[Date Prev][Date Next][Thread Prev][Thread Next][Date Index][Thread Index]

Re: [Xen-devel] [PATCH v3 34/47] xen/sched: add fall back to idle vcpu when scheduling unit



On 24.09.19 12:53, Jan Beulich wrote:
On 14.09.2019 10:52, Juergen Gross wrote:
When scheduling an unit with multiple vcpus there is no guarantee all
vcpus are available (e.g. above maxvcpus or vcpu offline). Fall back to
idle vcpu of the current cpu in that case. This requires to store the
correct schedule_unit pointer in the idle vcpu as long as it used as
fallback vcpu.

In order to modify the runstates of the correct vcpus when switching
schedule units merge sched_unit_runstate_change() into
sched_switch_units() and loop over the affected physical cpus instead
of the unit's vcpus. This in turn requires an access function to the
current variable of other cpus.

Today context_saved() is called in case previous and next vcpus differ
when doing a context switch. With an idle vcpu being capable to be a
substitute for an offline vcpu this is problematic when switching to
an idle scheduling unit. An idle previous vcpu leaves us in doubt which
schedule unit was active previously, so save the previous unit pointer
in the per-schedule resource area. If it is NULL the unit has not
changed and we don't have to set the previous unit to be not running.

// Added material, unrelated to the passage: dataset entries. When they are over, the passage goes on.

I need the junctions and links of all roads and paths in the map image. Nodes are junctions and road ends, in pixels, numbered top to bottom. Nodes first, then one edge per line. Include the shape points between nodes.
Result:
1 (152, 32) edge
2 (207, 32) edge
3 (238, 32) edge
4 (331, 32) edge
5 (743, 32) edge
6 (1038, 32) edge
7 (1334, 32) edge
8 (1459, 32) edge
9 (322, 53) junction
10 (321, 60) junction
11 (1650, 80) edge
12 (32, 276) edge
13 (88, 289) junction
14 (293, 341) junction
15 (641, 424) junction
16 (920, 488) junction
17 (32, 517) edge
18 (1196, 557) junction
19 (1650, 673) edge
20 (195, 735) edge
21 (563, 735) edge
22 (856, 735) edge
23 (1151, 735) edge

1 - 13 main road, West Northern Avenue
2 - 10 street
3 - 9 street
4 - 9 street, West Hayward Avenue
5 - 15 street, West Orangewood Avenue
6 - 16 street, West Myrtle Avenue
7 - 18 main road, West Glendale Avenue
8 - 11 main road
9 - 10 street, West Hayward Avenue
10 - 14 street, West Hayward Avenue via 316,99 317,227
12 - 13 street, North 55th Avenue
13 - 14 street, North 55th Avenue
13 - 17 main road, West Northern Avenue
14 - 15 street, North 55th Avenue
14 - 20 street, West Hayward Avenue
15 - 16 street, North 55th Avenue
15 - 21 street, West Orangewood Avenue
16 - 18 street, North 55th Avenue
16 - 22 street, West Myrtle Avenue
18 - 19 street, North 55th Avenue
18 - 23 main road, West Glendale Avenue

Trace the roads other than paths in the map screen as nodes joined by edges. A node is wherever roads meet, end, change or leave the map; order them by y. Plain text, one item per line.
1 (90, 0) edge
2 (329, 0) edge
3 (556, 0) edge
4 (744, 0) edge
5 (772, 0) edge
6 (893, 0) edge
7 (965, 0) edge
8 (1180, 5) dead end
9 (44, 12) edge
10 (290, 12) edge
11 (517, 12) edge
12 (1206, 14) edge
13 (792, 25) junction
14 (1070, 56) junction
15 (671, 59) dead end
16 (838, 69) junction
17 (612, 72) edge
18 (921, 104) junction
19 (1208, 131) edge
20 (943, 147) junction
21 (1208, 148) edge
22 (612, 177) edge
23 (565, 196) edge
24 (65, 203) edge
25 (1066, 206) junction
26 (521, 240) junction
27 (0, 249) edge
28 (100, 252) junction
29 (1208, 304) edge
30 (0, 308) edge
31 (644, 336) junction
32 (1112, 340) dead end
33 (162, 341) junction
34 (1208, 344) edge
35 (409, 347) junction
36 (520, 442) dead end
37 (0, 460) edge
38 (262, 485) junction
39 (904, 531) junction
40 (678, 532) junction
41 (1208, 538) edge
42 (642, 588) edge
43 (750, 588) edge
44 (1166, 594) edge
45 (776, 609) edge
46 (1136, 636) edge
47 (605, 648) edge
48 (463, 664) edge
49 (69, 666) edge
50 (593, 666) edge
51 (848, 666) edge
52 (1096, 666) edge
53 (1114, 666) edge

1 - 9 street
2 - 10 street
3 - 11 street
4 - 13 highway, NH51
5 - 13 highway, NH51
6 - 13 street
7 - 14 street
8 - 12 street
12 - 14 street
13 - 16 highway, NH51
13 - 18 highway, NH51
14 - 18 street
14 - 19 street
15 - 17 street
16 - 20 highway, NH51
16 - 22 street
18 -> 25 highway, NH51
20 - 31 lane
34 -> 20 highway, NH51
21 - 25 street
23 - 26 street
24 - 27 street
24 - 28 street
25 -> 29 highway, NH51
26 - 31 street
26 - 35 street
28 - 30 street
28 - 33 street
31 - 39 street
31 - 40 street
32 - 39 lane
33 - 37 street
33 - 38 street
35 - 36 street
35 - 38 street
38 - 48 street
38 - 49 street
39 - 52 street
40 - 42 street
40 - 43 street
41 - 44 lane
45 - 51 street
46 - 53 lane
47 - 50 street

When running an idle vcpu in a non-idle scheduling unit use a specific
guest idle loop not performing any tasklets and livepatching in order
to avoid populating the cpu caches with memory used by other domains
(as far as possible). Softirqs are considered to be save.

Aiui "tasklets" here means only ones run in (idle) vCPU context, whereas
"softirqs" includes tasklets run in softirq context. I think it would
help if the description made this distinction. With this I then wonder
whether the cache related argumentation above still holds: VT-d's IOMMU
fault handling tasklet runs in softirq context, for example, and
hvm_assert_evtchn_irq(), being handed a struct vcpu *, does too. Of
course this could be considered covered by "(as far as possible)" ...

I'll write "... not performing any non-softirq tasklets ...".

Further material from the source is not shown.